**EXERCISE DETAILS**
Using the listing below, say how many of its lines hold "Colliston". Offer nothing beyond the number.

──────────

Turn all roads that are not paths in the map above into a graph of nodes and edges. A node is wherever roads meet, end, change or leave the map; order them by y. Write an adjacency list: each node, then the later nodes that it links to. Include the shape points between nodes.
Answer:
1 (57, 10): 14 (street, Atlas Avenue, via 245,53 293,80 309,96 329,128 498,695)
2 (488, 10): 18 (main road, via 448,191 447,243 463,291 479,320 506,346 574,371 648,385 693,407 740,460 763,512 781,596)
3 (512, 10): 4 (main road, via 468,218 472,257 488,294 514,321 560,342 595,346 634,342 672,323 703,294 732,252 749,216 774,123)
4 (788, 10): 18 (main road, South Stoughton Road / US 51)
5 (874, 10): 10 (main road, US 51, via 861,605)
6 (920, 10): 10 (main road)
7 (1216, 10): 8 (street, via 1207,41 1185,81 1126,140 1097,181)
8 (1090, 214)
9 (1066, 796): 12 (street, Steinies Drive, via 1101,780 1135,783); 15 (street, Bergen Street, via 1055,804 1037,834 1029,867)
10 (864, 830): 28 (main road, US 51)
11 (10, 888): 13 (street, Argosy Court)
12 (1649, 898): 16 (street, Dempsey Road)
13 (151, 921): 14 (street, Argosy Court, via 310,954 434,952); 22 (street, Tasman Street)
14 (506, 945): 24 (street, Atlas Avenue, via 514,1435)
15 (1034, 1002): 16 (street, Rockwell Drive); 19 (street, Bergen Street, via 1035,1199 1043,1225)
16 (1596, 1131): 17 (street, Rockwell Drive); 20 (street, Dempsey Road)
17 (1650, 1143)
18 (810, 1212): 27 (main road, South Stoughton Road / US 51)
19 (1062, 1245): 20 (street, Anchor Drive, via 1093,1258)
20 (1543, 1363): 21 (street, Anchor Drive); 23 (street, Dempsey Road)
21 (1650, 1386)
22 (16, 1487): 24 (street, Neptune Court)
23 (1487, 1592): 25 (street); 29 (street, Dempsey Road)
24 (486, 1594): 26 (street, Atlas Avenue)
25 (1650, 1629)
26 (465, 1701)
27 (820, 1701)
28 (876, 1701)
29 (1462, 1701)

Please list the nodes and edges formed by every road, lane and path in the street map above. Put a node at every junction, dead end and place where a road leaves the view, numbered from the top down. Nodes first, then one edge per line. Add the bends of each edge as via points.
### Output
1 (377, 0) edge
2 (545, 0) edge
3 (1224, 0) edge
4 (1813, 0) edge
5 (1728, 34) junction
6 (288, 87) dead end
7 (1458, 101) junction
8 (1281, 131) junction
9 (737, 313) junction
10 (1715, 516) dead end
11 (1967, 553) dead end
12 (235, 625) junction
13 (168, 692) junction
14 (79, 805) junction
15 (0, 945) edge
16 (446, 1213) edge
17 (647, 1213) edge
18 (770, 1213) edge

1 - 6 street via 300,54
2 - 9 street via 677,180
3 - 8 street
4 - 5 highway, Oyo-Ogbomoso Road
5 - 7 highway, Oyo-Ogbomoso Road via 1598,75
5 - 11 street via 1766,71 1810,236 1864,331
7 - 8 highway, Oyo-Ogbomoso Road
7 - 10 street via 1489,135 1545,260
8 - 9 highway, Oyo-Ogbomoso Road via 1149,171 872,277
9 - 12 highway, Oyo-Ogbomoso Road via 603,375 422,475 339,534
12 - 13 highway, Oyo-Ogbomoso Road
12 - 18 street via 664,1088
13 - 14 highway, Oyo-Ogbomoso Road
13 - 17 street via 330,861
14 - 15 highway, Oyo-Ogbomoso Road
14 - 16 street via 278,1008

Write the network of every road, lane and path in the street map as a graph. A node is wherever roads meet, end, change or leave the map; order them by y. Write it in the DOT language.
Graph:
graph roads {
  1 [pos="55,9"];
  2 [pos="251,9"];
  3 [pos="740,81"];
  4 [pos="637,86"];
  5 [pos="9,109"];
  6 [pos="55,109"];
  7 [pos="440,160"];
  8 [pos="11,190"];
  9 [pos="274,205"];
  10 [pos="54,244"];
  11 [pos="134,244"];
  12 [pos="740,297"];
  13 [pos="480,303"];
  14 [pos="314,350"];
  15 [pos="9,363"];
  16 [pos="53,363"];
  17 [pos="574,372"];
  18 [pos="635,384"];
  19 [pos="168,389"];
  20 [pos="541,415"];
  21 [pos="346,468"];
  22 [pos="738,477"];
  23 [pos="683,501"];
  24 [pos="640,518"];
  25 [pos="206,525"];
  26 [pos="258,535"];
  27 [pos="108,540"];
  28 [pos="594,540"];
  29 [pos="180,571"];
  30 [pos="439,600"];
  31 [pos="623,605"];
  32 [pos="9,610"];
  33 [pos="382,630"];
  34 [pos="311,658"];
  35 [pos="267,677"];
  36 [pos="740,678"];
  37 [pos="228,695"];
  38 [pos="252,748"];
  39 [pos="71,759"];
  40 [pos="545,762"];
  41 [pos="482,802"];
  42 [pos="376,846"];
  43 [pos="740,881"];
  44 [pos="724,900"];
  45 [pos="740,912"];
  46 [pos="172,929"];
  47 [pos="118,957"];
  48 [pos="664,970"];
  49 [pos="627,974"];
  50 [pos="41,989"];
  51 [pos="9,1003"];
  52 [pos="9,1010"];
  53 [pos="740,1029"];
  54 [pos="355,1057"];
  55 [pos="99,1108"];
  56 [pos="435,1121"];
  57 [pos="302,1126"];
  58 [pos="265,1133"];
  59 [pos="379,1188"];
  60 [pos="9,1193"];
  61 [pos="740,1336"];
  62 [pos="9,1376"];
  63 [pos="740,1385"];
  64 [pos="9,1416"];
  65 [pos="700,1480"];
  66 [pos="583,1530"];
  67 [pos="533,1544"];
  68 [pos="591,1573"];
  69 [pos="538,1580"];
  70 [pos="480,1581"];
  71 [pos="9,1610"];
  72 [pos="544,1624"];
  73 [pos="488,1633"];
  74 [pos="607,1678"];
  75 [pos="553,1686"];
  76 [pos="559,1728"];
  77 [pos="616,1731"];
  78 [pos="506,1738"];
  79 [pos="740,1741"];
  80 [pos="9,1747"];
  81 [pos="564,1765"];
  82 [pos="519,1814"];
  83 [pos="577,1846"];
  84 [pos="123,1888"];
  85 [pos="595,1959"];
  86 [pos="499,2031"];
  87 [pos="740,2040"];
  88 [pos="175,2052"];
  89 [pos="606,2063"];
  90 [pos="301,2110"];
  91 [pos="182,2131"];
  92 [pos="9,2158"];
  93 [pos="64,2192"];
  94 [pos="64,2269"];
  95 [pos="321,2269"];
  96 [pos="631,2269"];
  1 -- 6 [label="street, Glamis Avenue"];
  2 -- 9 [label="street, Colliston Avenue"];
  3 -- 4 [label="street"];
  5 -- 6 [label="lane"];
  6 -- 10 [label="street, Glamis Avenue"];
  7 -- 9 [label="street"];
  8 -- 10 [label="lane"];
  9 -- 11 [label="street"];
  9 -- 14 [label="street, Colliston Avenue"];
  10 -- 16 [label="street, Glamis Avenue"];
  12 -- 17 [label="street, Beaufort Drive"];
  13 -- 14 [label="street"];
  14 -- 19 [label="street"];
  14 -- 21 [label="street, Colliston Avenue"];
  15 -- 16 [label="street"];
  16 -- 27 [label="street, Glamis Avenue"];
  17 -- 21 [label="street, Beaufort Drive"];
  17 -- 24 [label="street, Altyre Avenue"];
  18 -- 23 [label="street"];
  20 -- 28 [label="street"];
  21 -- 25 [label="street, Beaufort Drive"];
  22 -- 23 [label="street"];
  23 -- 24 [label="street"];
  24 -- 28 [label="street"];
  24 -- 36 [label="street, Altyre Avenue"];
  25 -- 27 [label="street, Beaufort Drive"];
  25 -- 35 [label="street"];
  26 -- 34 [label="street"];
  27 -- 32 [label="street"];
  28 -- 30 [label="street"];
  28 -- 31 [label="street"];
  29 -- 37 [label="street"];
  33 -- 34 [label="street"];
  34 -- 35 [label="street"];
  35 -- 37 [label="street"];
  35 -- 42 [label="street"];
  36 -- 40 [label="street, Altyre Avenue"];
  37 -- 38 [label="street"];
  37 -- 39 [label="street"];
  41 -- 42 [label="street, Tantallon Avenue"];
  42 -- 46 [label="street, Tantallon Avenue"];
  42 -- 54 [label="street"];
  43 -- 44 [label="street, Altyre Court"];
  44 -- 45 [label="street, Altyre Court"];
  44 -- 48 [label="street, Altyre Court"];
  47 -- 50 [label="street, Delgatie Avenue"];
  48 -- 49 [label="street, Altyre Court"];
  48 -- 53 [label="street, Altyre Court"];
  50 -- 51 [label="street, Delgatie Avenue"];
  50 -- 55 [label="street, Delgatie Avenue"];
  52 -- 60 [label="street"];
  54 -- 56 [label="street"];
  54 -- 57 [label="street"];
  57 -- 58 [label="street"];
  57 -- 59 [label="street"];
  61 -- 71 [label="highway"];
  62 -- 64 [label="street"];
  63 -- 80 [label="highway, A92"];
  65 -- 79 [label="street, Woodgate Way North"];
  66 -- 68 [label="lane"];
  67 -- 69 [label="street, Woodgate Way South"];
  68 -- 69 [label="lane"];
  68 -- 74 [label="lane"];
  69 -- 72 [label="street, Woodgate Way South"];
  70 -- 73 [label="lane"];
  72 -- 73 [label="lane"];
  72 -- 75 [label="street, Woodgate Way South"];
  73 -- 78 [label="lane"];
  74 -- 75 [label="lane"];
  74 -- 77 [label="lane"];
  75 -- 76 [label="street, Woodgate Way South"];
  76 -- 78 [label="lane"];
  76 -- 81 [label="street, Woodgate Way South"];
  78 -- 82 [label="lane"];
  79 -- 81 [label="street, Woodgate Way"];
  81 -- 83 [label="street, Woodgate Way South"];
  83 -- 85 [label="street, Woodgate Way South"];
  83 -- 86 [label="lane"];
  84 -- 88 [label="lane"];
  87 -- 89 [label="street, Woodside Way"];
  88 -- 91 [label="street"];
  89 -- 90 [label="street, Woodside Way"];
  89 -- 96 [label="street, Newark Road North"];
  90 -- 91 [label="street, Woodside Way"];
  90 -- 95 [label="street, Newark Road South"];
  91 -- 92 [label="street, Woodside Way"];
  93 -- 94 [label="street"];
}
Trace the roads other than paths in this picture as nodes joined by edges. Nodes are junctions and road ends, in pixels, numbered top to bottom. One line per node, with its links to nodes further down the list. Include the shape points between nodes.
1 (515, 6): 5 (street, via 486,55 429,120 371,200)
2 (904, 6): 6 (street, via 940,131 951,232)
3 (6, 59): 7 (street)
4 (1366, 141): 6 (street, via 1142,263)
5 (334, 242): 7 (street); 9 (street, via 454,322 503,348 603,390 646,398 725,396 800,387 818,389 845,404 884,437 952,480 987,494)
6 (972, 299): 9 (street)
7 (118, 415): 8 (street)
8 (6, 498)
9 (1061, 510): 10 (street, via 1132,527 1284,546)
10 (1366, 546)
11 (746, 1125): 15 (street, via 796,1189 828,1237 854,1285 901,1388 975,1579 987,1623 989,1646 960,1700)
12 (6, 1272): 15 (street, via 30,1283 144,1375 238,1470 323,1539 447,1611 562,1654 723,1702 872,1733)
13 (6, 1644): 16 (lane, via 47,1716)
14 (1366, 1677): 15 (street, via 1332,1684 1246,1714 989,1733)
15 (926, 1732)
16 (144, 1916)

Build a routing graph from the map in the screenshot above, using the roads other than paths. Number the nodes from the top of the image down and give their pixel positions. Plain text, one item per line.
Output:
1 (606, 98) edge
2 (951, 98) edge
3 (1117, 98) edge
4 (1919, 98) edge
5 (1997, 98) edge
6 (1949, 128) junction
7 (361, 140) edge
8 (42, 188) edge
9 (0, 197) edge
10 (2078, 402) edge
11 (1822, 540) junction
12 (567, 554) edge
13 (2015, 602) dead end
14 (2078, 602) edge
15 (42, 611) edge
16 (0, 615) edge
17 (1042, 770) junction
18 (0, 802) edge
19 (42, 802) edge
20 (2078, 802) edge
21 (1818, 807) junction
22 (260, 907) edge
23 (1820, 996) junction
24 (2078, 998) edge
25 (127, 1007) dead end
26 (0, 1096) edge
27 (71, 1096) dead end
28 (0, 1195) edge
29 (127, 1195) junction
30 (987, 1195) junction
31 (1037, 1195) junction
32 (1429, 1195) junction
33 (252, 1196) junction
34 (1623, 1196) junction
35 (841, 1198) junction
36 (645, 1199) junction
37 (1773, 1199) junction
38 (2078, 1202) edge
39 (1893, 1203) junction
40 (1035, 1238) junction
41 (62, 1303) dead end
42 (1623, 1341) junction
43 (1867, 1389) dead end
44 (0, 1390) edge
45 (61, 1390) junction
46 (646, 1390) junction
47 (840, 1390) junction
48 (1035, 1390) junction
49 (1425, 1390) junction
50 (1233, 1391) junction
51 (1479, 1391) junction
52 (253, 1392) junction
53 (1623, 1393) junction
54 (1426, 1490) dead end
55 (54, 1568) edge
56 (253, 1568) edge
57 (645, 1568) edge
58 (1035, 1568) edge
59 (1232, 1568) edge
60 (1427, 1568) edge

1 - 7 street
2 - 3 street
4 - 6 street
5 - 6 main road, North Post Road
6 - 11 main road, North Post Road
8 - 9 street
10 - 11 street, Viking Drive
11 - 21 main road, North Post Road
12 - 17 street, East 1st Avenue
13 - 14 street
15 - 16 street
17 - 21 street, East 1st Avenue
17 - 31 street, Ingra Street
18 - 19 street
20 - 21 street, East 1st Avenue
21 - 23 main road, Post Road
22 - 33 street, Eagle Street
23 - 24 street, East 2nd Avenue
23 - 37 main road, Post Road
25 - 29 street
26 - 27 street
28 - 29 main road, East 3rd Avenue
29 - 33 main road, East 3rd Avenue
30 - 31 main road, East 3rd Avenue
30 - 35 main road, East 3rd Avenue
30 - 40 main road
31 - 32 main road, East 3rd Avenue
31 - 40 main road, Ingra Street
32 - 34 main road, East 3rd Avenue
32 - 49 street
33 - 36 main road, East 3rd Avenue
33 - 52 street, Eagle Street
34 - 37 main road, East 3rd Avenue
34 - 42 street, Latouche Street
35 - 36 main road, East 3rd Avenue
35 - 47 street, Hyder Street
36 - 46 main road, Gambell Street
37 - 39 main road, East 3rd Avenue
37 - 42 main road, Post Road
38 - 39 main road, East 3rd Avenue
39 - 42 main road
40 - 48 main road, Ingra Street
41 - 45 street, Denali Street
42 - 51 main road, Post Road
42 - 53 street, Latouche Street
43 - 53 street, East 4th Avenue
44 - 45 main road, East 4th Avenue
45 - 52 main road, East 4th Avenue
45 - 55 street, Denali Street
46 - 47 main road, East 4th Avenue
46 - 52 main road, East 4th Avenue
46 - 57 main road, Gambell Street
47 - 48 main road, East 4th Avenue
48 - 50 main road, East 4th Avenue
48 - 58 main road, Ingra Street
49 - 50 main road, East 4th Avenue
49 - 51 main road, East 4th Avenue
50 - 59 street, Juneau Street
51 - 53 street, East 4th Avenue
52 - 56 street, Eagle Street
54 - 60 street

──────────

**SOLUTION**
3